Each entry below is to be written out exactly, and the pictures are to be left out.
*** INPUT RECORDS Section Begins ***
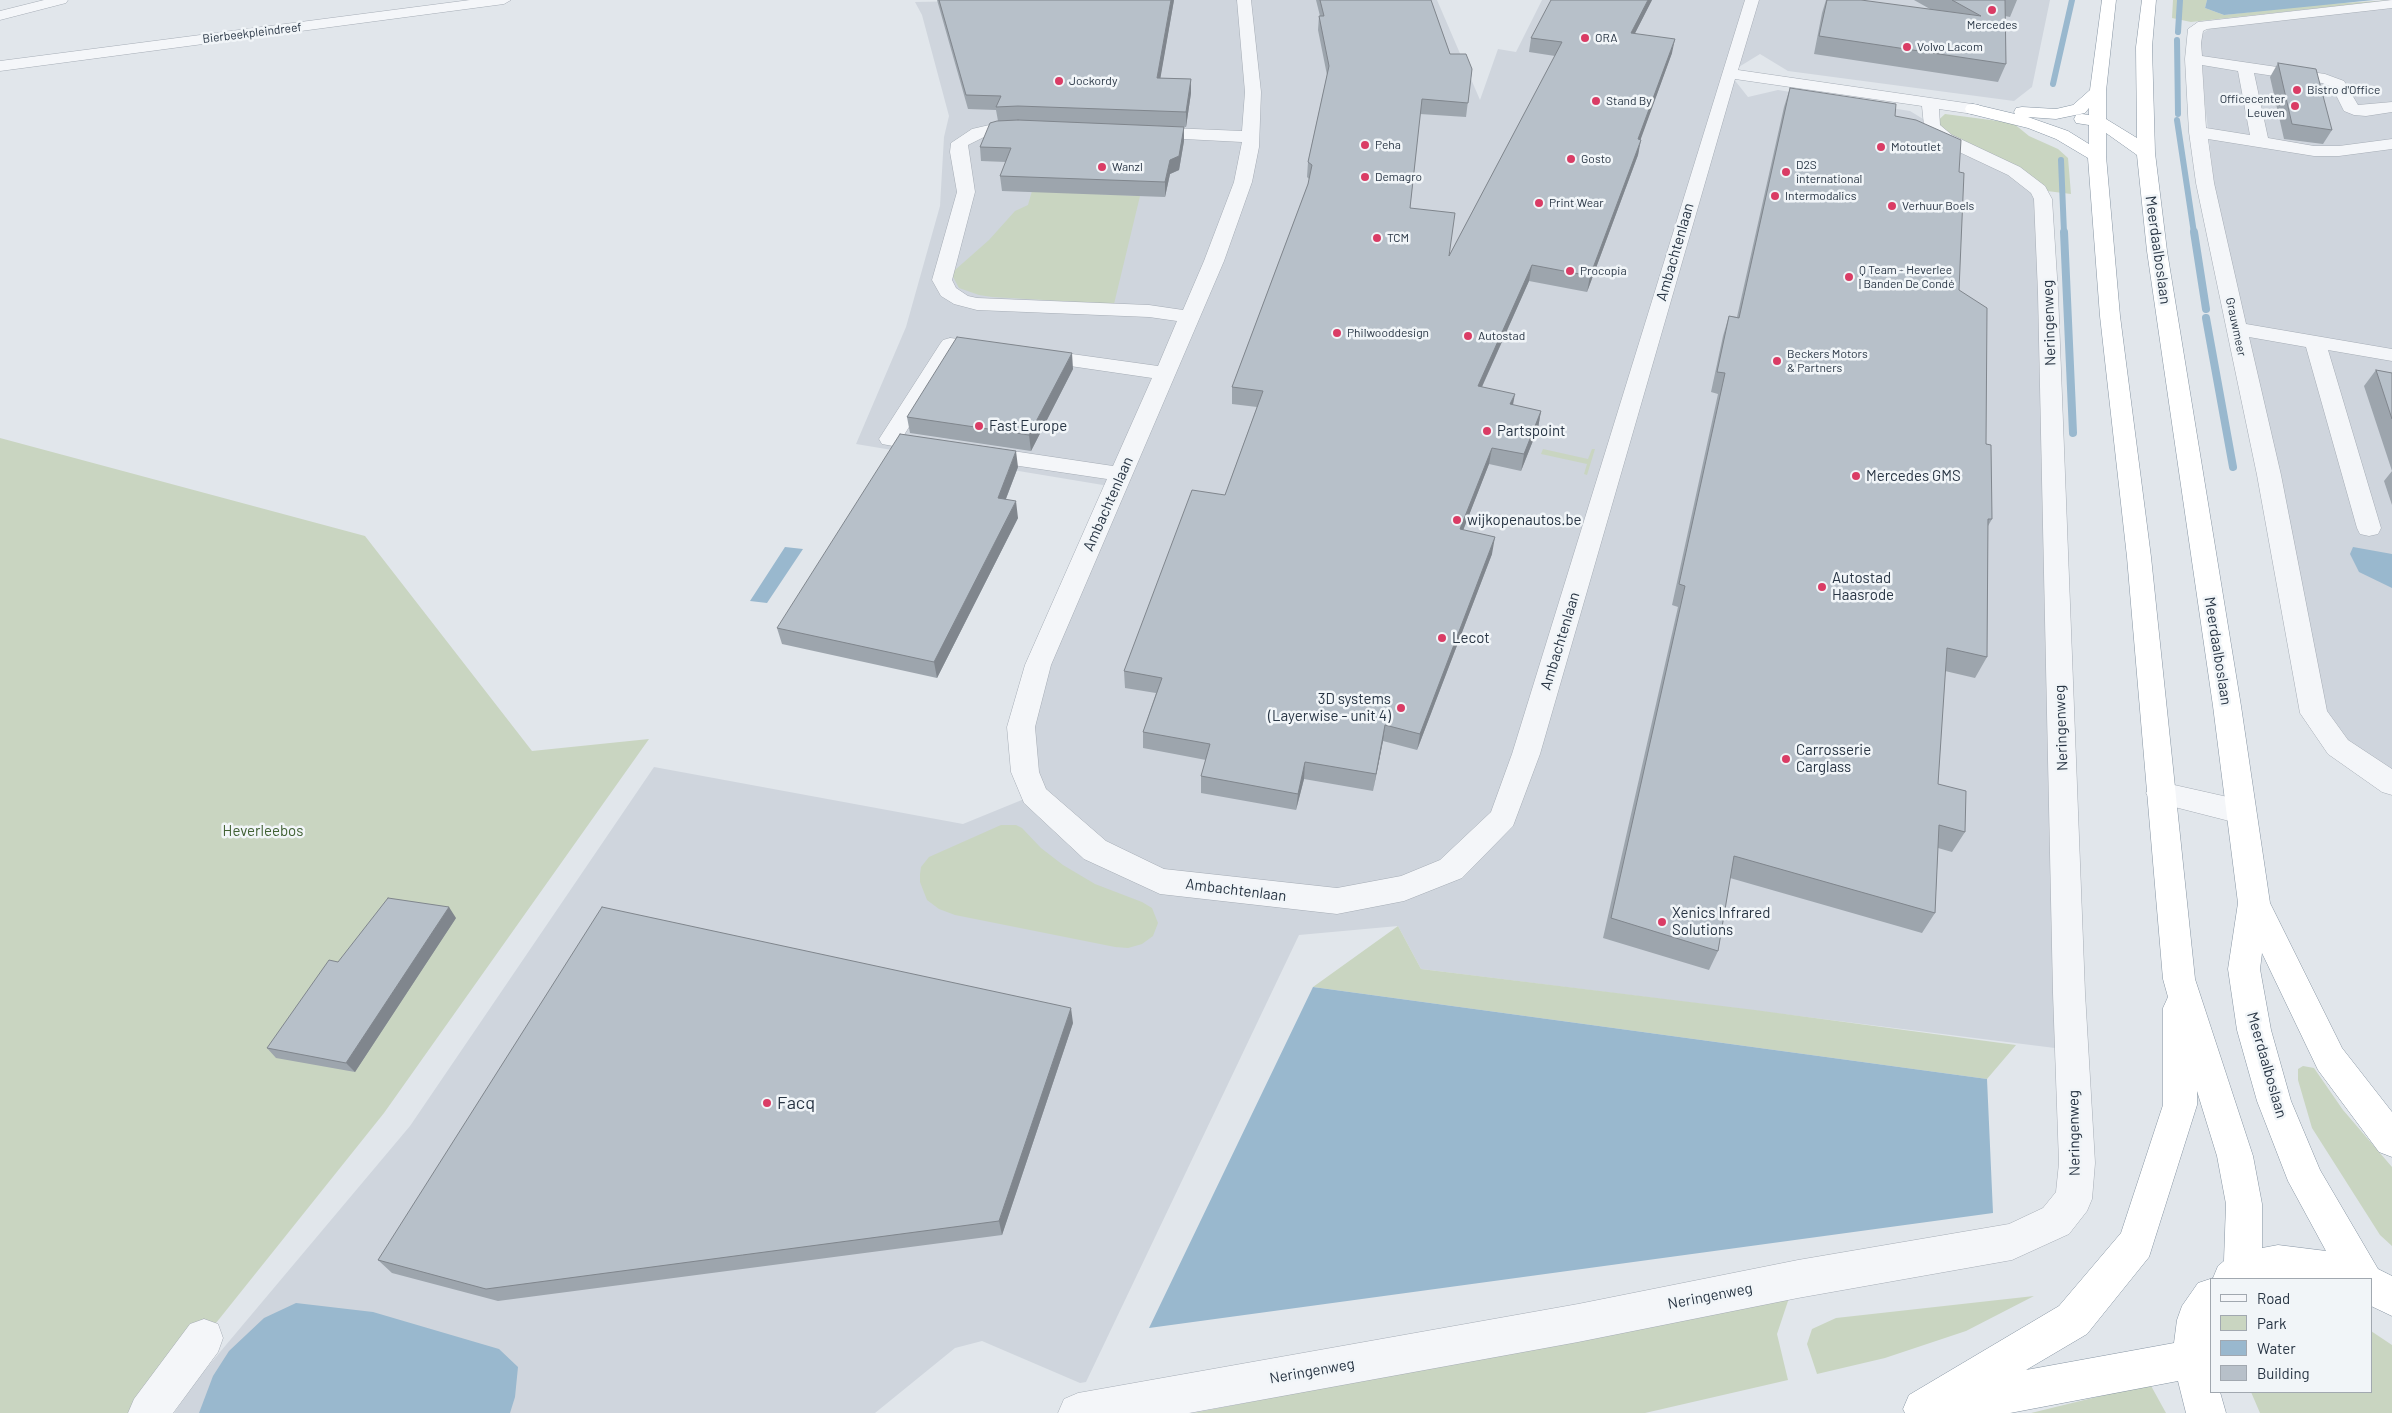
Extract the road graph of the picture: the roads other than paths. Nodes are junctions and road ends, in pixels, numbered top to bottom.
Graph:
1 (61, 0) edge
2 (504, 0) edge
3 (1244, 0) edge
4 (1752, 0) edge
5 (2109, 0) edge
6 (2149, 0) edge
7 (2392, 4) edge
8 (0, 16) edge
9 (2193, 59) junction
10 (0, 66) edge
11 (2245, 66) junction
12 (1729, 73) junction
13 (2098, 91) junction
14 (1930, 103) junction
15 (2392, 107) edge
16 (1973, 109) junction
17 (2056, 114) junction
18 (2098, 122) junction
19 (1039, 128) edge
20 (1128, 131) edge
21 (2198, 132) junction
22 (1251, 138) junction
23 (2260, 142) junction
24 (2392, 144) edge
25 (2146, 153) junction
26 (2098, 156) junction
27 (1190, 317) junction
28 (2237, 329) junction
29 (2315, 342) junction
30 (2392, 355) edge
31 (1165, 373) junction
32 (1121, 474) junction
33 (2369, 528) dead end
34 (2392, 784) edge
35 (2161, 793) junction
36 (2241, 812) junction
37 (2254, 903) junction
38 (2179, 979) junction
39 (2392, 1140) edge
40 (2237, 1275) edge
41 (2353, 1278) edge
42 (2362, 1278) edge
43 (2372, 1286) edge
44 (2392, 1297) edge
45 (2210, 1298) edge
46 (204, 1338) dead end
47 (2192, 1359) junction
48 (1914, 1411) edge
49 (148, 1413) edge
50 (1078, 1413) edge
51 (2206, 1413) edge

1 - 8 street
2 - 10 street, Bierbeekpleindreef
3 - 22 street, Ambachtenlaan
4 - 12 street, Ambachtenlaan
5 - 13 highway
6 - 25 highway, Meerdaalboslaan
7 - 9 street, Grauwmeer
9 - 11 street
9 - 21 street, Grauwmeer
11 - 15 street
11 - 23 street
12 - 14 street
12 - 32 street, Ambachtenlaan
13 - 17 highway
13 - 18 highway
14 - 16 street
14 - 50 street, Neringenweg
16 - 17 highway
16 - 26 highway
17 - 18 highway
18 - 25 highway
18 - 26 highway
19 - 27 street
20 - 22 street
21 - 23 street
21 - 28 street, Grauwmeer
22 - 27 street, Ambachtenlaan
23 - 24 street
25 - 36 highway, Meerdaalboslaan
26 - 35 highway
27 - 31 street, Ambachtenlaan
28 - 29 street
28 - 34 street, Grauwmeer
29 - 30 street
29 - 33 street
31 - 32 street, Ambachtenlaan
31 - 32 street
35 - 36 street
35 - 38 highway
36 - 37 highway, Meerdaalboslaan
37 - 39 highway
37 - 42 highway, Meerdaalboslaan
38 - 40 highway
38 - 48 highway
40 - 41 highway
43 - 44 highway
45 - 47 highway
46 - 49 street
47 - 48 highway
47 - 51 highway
*** INPUT RECORDS Section Ends ***
> TASK SOLUTION
Extract the road graph of the picture: the roads other than paths. Nodes are junctions and road ends, in pixels, numbered top to bottom.
Graph:
1 (61, 0) edge
2 (504, 0) edge
3 (1244, 0) edge
4 (1752, 0) edge
5 (2109, 0) edge
6 (2149, 0) edge
7 (2392, 4) edge
8 (0, 16) edge
9 (2193, 59) junction
10 (0, 66) edge
11 (2245, 66) junction
12 (1729, 73) junction
13 (2098, 91) junction
14 (1930, 103) junction
15 (2392, 107) edge
16 (1973, 109) junction
17 (2056, 114) junction
18 (2098, 122) junction
19 (1039, 128) edge
20 (1128, 131) edge
21 (2198, 132) junction
22 (1251, 138) junction
23 (2260, 142) junction
24 (2392, 144) edge
25 (2146, 153) junction
26 (2098, 156) junction
27 (1190, 317) junction
28 (2237, 329) junction
29 (2315, 342) junction
30 (2392, 355) edge
31 (1165, 373) junction
32 (1121, 474) junction
33 (2369, 528) dead end
34 (2392, 784) edge
35 (2161, 793) junction
36 (2241, 812) junction
37 (2254, 903) junction
38 (2179, 979) junction
39 (2392, 1140) edge
40 (2237, 1275) edge
41 (2353, 1278) edge
42 (2362, 1278) edge
43 (2372, 1286) edge
44 (2392, 1297) edge
45 (2210, 1298) edge
46 (204, 1338) dead end
47 (2192, 1359) junction
48 (1914, 1411) edge
49 (148, 1413) edge
50 (1078, 1413) edge
51 (2206, 1413) edge

1 - 8 street
2 - 10 street, Bierbeekpleindreef
3 - 22 street, Ambachtenlaan
4 - 12 street, Ambachtenlaan
5 - 13 highway
6 - 25 highway, Meerdaalboslaan
7 - 9 street, Grauwmeer
9 - 11 street
9 - 21 street, Grauwmeer
11 - 15 street
11 - 23 street
12 - 14 street
12 - 32 street, Ambachtenlaan
13 - 17 highway
13 - 18 highway
14 - 16 street
14 - 50 street, Neringenweg
16 - 17 highway
16 - 26 highway
17 - 18 highway
18 - 25 highway
18 - 26 highway
19 - 27 street
20 - 22 street
21 - 23 street
21 - 28 street, Grauwmeer
22 - 27 street, Ambachtenlaan
23 - 24 street
25 - 36 highway, Meerdaalboslaan
26 - 35 highway
27 - 31 street, Ambachtenlaan
28 - 29 street
28 - 34 street, Grauwmeer
29 - 30 street
29 - 33 street
31 - 32 street, Ambachtenlaan
31 - 32 street
35 - 36 street
35 - 38 highway
36 - 37 highway, Meerdaalboslaan
37 - 39 highway
37 - 42 highway, Meerdaalboslaan
38 - 40 highway
38 - 48 highway
40 - 41 highway
43 - 44 highway
45 - 47 highway
46 - 49 street
47 - 48 highway
47 - 51 highway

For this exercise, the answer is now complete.